_Your instructions_: Within the entries below, find each line containing the word "Sokak" and copy it.

(Provided entries Opens)

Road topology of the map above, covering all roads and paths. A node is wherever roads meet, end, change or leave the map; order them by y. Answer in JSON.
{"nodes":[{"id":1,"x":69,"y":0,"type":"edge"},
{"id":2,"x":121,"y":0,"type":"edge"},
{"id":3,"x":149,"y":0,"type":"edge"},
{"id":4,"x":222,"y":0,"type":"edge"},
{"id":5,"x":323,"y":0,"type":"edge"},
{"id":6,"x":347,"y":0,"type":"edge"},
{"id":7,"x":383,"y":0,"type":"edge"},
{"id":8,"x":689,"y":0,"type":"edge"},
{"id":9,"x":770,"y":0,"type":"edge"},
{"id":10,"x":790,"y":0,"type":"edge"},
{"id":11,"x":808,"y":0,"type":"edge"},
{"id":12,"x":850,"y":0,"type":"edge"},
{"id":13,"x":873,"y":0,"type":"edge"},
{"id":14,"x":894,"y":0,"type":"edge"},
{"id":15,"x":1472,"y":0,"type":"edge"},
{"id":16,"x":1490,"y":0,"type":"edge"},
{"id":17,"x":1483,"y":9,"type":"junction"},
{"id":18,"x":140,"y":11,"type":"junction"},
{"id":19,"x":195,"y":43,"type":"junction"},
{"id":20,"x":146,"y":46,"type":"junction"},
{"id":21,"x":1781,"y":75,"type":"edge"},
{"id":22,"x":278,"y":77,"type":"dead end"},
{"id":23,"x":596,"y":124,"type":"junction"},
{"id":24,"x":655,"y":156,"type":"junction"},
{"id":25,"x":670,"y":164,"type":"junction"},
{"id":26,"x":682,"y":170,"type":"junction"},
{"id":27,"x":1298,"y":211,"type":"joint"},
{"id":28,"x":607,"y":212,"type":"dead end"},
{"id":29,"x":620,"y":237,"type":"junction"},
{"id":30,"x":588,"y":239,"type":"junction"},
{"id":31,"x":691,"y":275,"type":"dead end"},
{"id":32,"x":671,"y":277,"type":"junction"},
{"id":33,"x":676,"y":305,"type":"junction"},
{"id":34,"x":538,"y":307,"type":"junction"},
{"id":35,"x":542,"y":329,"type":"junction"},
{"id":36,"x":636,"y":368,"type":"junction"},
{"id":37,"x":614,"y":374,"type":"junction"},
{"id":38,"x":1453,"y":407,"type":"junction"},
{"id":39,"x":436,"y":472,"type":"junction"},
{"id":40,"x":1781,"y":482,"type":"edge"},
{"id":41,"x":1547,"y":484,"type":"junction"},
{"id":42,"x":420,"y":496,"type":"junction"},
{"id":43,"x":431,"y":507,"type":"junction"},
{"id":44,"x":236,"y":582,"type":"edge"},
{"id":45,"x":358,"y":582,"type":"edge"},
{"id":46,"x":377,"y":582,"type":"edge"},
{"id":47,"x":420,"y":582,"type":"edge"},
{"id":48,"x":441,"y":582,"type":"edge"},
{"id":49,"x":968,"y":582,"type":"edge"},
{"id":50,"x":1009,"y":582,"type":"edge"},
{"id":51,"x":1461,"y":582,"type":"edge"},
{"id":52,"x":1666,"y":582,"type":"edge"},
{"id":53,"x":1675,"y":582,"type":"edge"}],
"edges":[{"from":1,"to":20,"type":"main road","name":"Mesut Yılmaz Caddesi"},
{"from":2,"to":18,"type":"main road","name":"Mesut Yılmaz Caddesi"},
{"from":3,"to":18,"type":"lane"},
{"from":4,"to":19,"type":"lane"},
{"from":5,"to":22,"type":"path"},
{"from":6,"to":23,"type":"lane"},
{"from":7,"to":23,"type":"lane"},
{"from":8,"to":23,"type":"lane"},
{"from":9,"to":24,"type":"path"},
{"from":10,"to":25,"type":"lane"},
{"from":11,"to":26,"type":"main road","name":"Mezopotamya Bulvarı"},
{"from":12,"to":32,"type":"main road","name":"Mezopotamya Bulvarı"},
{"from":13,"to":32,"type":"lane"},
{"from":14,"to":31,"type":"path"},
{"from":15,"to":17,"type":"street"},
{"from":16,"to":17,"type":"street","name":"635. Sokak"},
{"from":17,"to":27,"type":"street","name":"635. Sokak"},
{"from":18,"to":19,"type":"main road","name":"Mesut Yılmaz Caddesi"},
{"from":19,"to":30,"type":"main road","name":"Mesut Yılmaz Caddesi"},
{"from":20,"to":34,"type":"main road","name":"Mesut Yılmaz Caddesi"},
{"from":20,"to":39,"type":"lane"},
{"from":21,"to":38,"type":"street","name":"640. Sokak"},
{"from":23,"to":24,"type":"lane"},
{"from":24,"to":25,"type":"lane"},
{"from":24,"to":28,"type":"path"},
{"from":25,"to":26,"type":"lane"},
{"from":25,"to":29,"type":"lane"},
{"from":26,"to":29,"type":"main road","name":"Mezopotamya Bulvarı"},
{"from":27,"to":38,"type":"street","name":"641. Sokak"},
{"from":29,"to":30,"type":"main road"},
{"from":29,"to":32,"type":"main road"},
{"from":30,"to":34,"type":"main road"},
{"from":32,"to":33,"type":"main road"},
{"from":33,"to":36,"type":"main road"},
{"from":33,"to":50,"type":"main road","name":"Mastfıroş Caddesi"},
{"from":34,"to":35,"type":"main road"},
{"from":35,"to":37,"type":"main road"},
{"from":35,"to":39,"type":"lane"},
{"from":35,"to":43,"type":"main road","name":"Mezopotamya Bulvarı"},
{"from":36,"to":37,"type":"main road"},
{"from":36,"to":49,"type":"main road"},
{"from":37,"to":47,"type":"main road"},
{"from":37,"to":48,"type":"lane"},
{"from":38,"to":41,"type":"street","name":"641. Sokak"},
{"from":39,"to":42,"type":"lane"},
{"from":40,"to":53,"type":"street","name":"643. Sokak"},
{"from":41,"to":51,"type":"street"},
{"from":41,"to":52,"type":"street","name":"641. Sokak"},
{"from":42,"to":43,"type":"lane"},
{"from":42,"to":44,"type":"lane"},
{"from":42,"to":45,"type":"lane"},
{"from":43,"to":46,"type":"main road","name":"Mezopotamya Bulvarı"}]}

(Provided entries Closes)

_Final answer_:
{"from":16,"to":17,"type":"street","name":"635. Sokak"},
{"from":17,"to":27,"type":"street","name":"635. Sokak"},
{"from":21,"to":38,"type":"street","name":"640. Sokak"},
{"from":27,"to":38,"type":"street","name":"641. Sokak"},
{"from":38,"to":41,"type":"street","name":"641. Sokak"},
{"from":40,"to":53,"type":"street","name":"643. Sokak"},
{"from":41,"to":52,"type":"street","name":"641. Sokak"},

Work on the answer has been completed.